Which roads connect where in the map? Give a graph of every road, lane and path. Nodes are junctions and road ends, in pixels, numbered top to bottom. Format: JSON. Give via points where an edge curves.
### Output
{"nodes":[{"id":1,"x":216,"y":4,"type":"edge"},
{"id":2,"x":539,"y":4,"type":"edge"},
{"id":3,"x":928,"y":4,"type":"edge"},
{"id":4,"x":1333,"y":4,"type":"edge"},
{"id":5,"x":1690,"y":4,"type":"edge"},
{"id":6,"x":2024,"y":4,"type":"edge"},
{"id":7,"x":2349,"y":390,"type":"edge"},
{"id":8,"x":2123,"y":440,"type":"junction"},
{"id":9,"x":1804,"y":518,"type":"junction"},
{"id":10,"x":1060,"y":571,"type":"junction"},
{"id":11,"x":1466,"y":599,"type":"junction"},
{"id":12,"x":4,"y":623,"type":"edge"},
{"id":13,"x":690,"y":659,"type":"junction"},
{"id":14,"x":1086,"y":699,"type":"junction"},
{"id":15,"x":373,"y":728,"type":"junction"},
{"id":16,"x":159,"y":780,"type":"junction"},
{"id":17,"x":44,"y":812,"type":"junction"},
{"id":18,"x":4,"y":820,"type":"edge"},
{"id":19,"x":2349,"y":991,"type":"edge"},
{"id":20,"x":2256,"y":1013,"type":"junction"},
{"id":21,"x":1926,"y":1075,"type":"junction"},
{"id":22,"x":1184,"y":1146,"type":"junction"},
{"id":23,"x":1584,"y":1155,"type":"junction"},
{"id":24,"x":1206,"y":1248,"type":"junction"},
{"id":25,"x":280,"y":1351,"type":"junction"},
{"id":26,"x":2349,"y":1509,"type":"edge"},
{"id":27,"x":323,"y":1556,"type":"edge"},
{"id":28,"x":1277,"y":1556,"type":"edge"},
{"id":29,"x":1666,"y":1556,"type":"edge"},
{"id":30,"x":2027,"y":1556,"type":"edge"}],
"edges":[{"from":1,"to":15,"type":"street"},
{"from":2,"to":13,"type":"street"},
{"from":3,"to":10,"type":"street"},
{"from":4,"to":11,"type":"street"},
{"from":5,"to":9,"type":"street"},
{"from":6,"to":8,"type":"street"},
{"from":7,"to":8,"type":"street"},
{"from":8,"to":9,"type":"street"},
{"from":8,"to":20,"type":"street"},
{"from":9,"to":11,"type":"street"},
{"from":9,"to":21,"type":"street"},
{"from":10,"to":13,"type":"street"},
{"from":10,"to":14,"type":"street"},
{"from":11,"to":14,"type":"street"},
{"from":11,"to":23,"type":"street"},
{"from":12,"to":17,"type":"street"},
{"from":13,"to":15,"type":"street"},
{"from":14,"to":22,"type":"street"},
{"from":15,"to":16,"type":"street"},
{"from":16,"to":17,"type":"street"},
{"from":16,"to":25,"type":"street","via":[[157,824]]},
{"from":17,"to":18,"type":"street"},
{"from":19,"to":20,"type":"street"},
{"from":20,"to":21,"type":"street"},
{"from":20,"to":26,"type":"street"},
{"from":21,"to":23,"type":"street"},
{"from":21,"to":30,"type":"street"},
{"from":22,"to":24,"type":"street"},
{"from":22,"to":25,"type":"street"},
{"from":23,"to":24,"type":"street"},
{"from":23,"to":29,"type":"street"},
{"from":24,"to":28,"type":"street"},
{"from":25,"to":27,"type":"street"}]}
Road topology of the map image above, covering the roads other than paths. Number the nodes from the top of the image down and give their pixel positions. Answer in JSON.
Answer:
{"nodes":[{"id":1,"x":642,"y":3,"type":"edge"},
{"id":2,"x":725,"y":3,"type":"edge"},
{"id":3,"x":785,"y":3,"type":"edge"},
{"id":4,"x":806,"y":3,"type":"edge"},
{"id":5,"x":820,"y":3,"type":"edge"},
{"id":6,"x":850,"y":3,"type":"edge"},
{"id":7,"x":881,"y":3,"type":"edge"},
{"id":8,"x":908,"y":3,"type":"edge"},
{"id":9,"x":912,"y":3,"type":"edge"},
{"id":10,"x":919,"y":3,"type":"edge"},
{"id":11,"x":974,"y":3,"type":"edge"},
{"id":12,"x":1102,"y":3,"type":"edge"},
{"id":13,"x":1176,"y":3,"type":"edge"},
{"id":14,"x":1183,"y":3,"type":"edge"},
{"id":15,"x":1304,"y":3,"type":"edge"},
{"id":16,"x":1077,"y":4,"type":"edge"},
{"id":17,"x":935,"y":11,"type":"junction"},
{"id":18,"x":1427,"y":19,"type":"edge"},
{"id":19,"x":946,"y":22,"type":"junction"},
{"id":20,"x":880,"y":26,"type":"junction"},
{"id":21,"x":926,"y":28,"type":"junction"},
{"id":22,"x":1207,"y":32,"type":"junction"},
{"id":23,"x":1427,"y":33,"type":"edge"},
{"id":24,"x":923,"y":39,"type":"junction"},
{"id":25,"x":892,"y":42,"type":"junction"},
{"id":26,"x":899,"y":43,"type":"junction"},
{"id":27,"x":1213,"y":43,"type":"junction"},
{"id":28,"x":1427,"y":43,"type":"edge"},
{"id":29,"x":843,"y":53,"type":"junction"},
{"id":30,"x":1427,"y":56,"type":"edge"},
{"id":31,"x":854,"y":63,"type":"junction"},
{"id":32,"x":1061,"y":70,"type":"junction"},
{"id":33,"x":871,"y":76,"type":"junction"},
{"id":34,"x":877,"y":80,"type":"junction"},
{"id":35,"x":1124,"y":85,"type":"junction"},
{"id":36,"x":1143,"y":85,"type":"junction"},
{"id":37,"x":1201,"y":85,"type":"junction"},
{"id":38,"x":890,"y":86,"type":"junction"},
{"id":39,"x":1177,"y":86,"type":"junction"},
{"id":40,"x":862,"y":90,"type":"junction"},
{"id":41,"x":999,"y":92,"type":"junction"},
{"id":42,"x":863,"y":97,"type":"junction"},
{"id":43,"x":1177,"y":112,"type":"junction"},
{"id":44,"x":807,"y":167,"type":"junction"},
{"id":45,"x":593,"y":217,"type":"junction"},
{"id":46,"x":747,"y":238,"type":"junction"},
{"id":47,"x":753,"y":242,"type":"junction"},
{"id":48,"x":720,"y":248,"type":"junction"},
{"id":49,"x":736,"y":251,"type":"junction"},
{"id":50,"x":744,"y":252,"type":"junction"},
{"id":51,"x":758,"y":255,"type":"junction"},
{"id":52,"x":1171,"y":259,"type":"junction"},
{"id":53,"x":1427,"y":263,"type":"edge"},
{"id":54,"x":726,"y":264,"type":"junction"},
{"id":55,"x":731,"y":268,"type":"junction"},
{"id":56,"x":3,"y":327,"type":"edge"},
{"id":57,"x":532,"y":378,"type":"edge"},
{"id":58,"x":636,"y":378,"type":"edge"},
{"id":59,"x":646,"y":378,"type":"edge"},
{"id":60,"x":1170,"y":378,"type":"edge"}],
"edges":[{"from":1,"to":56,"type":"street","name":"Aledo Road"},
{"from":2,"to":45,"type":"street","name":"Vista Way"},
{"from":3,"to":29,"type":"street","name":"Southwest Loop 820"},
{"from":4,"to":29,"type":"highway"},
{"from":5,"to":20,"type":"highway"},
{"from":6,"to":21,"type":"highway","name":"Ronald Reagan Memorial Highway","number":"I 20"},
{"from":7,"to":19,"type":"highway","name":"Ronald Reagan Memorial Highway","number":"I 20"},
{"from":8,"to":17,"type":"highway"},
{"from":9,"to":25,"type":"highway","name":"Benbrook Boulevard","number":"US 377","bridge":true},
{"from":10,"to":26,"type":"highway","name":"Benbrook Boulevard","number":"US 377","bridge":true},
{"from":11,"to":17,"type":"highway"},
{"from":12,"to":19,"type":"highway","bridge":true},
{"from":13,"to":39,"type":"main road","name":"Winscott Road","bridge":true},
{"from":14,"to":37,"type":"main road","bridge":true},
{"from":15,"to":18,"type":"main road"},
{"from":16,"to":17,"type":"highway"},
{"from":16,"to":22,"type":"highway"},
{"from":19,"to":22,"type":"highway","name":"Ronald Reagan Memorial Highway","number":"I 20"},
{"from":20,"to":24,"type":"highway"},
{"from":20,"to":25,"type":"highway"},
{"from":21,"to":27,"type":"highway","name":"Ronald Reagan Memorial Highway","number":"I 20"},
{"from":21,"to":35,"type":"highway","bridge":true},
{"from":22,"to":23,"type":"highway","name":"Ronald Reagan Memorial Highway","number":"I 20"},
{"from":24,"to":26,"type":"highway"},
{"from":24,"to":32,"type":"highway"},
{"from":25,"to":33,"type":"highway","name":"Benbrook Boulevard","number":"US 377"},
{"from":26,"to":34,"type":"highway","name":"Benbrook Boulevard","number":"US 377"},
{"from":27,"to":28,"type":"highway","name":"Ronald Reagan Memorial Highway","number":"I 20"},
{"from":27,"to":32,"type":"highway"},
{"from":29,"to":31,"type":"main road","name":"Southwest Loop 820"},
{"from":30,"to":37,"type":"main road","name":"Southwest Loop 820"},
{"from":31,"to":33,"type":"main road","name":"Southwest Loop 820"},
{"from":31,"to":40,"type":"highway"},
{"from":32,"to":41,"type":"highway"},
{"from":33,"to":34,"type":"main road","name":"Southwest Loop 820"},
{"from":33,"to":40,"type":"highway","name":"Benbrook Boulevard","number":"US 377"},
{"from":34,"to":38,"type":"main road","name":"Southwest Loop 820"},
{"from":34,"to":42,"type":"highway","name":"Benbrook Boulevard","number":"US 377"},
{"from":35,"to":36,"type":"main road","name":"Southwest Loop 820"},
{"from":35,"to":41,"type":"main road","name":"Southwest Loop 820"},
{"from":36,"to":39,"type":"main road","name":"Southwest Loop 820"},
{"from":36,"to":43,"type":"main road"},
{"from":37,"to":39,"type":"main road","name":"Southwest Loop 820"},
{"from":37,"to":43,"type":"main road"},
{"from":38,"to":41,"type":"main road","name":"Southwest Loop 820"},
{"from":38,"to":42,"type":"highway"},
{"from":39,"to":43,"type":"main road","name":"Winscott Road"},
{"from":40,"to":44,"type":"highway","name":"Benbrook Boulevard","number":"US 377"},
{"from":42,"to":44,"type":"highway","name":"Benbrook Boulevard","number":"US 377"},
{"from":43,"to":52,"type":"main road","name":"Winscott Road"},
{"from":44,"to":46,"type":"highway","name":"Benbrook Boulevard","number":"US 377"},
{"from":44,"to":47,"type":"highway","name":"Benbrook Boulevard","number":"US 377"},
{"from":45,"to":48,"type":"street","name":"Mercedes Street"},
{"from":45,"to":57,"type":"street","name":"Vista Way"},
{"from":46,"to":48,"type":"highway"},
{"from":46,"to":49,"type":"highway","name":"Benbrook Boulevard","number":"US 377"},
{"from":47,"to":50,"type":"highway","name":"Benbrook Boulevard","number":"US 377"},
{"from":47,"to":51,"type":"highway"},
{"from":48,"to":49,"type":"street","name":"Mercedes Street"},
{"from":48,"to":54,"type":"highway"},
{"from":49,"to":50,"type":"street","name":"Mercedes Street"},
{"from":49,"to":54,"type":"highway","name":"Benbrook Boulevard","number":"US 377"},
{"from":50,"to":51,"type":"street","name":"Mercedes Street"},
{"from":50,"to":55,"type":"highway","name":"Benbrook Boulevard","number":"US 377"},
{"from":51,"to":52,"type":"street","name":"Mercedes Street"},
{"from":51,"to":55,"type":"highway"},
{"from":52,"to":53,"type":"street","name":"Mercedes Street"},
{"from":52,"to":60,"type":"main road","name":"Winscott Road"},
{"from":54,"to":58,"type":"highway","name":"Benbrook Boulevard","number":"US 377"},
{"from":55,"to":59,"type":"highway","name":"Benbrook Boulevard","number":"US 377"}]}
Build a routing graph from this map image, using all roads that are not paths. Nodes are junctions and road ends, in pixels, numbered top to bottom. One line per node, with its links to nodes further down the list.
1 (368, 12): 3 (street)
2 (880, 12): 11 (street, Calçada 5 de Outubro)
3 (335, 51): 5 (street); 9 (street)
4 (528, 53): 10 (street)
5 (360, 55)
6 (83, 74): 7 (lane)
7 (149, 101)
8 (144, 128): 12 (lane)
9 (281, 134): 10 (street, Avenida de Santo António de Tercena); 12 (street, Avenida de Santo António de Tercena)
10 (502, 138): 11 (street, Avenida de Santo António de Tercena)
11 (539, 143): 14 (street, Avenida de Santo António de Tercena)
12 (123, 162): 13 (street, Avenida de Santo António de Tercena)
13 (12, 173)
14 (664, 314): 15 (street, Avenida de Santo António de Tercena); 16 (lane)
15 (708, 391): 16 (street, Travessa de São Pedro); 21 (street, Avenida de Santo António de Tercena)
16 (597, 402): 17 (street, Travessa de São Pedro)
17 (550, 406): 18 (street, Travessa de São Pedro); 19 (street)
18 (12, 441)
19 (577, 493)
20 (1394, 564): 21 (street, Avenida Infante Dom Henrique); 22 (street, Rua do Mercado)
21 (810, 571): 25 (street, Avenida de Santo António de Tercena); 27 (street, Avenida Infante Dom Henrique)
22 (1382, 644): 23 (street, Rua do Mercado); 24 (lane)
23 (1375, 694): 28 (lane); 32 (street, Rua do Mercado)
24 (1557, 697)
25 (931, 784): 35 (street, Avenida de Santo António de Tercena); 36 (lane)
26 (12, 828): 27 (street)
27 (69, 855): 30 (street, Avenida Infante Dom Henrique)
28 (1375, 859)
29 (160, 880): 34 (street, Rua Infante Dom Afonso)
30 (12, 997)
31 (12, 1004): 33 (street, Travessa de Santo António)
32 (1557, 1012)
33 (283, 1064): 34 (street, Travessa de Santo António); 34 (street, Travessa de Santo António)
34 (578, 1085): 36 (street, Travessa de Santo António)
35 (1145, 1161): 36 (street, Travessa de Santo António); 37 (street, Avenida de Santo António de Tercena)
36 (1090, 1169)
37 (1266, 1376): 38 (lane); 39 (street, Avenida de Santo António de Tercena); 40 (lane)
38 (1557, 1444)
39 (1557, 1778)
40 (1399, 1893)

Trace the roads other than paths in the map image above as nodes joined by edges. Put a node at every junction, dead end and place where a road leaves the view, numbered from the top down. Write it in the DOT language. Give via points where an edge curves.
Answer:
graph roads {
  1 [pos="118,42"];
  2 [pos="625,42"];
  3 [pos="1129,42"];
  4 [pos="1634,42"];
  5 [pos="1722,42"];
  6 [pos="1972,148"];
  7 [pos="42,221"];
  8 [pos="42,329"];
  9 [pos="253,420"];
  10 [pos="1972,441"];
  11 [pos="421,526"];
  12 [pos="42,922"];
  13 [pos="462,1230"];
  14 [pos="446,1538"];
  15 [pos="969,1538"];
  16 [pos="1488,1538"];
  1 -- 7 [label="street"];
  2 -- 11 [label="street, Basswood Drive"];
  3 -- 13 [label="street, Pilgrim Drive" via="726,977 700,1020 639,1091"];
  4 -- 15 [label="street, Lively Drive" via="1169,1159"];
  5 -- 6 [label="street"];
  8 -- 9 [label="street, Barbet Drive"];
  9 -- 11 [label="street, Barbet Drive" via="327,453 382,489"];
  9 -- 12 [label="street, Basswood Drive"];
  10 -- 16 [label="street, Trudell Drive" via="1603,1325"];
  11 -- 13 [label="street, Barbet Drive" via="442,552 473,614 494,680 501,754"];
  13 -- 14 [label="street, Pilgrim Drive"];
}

- - - -

# [Task requirements]
Check every line of the data above for the string "Reagan", and copy those that have it.

# [Answer to this problem]
{"from":6,"to":21,"type":"highway","name":"Ronald Reagan Memorial Highway","number":"I 20"},
{"from":7,"to":19,"type":"highway","name":"Ronald Reagan Memorial Highway","number":"I 20"},
{"from":19,"to":22,"type":"highway","name":"Ronald Reagan Memorial Highway","number":"I 20"},
{"from":21,"to":27,"type":"highway","name":"Ronald Reagan Memorial Highway","number":"I 20"},
{"from":22,"to":23,"type":"highway","name":"Ronald Reagan Memorial Highway","number":"I 20"},
{"from":27,"to":28,"type":"highway","name":"Ronald Reagan Memorial Highway","number":"I 20"},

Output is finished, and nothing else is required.